Stored data
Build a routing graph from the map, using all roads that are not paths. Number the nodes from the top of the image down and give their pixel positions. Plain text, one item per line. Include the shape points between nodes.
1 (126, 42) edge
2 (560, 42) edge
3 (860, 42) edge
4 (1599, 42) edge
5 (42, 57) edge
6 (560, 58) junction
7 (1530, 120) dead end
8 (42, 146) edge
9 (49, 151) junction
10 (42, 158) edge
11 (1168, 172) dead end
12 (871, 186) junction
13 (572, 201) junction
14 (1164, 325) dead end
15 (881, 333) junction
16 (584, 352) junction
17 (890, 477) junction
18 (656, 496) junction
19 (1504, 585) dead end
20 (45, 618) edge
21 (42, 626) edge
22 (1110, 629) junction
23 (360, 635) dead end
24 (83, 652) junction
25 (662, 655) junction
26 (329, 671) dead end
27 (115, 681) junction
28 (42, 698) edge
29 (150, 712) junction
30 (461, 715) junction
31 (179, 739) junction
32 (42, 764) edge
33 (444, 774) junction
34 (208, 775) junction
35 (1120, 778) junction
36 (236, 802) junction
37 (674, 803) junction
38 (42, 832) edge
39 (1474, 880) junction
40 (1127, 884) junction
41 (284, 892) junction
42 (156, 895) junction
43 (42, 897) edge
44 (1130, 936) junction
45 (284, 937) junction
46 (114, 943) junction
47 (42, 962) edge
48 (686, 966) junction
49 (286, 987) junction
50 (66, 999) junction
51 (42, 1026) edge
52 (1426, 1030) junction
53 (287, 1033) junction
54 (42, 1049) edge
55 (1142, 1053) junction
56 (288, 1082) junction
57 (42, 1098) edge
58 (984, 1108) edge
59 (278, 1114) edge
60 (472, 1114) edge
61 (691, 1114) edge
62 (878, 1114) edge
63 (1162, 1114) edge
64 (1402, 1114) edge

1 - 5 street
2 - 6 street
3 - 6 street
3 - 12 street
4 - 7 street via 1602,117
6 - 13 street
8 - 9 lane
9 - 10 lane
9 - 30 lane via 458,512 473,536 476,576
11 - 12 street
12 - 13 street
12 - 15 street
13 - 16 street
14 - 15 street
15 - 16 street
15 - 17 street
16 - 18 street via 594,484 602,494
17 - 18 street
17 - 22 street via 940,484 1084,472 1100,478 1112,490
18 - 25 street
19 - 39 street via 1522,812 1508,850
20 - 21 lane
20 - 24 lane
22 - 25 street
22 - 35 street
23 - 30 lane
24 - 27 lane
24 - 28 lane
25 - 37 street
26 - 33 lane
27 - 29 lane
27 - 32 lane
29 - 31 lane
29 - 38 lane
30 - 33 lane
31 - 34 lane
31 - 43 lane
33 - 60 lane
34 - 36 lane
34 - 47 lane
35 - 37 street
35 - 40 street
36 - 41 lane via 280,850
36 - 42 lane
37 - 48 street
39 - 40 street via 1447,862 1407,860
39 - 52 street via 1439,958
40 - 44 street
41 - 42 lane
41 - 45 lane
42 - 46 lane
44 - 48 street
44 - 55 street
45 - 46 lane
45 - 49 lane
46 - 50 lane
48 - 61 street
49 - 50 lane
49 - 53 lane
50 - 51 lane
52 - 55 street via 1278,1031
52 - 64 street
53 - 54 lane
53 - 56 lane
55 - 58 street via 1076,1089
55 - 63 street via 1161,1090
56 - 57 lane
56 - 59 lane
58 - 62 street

▸ **YOUR OBJECTIVE**
Restate all entries above verbatim.

▸ **RESPONSE BELOW**
Build a routing graph from the map, using all roads that are not paths. Number the nodes from the top of the image down and give their pixel positions. Plain text, one item per line. Include the shape points between nodes.
1 (126, 42) edge
2 (560, 42) edge
3 (860, 42) edge
4 (1599, 42) edge
5 (42, 57) edge
6 (560, 58) junction
7 (1530, 120) dead end
8 (42, 146) edge
9 (49, 151) junction
10 (42, 158) edge
11 (1168, 172) dead end
12 (871, 186) junction
13 (572, 201) junction
14 (1164, 325) dead end
15 (881, 333) junction
16 (584, 352) junction
17 (890, 477) junction
18 (656, 496) junction
19 (1504, 585) dead end
20 (45, 618) edge
21 (42, 626) edge
22 (1110, 629) junction
23 (360, 635) dead end
24 (83, 652) junction
25 (662, 655) junction
26 (329, 671) dead end
27 (115, 681) junction
28 (42, 698) edge
29 (150, 712) junction
30 (461, 715) junction
31 (179, 739) junction
32 (42, 764) edge
33 (444, 774) junction
34 (208, 775) junction
35 (1120, 778) junction
36 (236, 802) junction
37 (674, 803) junction
38 (42, 832) edge
39 (1474, 880) junction
40 (1127, 884) junction
41 (284, 892) junction
42 (156, 895) junction
43 (42, 897) edge
44 (1130, 936) junction
45 (284, 937) junction
46 (114, 943) junction
47 (42, 962) edge
48 (686, 966) junction
49 (286, 987) junction
50 (66, 999) junction
51 (42, 1026) edge
52 (1426, 1030) junction
53 (287, 1033) junction
54 (42, 1049) edge
55 (1142, 1053) junction
56 (288, 1082) junction
57 (42, 1098) edge
58 (984, 1108) edge
59 (278, 1114) edge
60 (472, 1114) edge
61 (691, 1114) edge
62 (878, 1114) edge
63 (1162, 1114) edge
64 (1402, 1114) edge

1 - 5 street
2 - 6 street
3 - 6 street
3 - 12 street
4 - 7 street via 1602,117
6 - 13 street
8 - 9 lane
9 - 10 lane
9 - 30 lane via 458,512 473,536 476,576
11 - 12 street
12 - 13 street
12 - 15 street
13 - 16 street
14 - 15 street
15 - 16 street
15 - 17 street
16 - 18 street via 594,484 602,494
17 - 18 street
17 - 22 street via 940,484 1084,472 1100,478 1112,490
18 - 25 street
19 - 39 street via 1522,812 1508,850
20 - 21 lane
20 - 24 lane
22 - 25 street
22 - 35 street
23 - 30 lane
24 - 27 lane
24 - 28 lane
25 - 37 street
26 - 33 lane
27 - 29 lane
27 - 32 lane
29 - 31 lane
29 - 38 lane
30 - 33 lane
31 - 34 lane
31 - 43 lane
33 - 60 lane
34 - 36 lane
34 - 47 lane
35 - 37 street
35 - 40 street
36 - 41 lane via 280,850
36 - 42 lane
37 - 48 street
39 - 40 street via 1447,862 1407,860
39 - 52 street via 1439,958
40 - 44 street
41 - 42 lane
41 - 45 lane
42 - 46 lane
44 - 48 street
44 - 55 street
45 - 46 lane
45 - 49 lane
46 - 50 lane
48 - 61 street
49 - 50 lane
49 - 53 lane
50 - 51 lane
52 - 55 street via 1278,1031
52 - 64 street
53 - 54 lane
53 - 56 lane
55 - 58 street via 1076,1089
55 - 63 street via 1161,1090
56 - 57 lane
56 - 59 lane
58 - 62 street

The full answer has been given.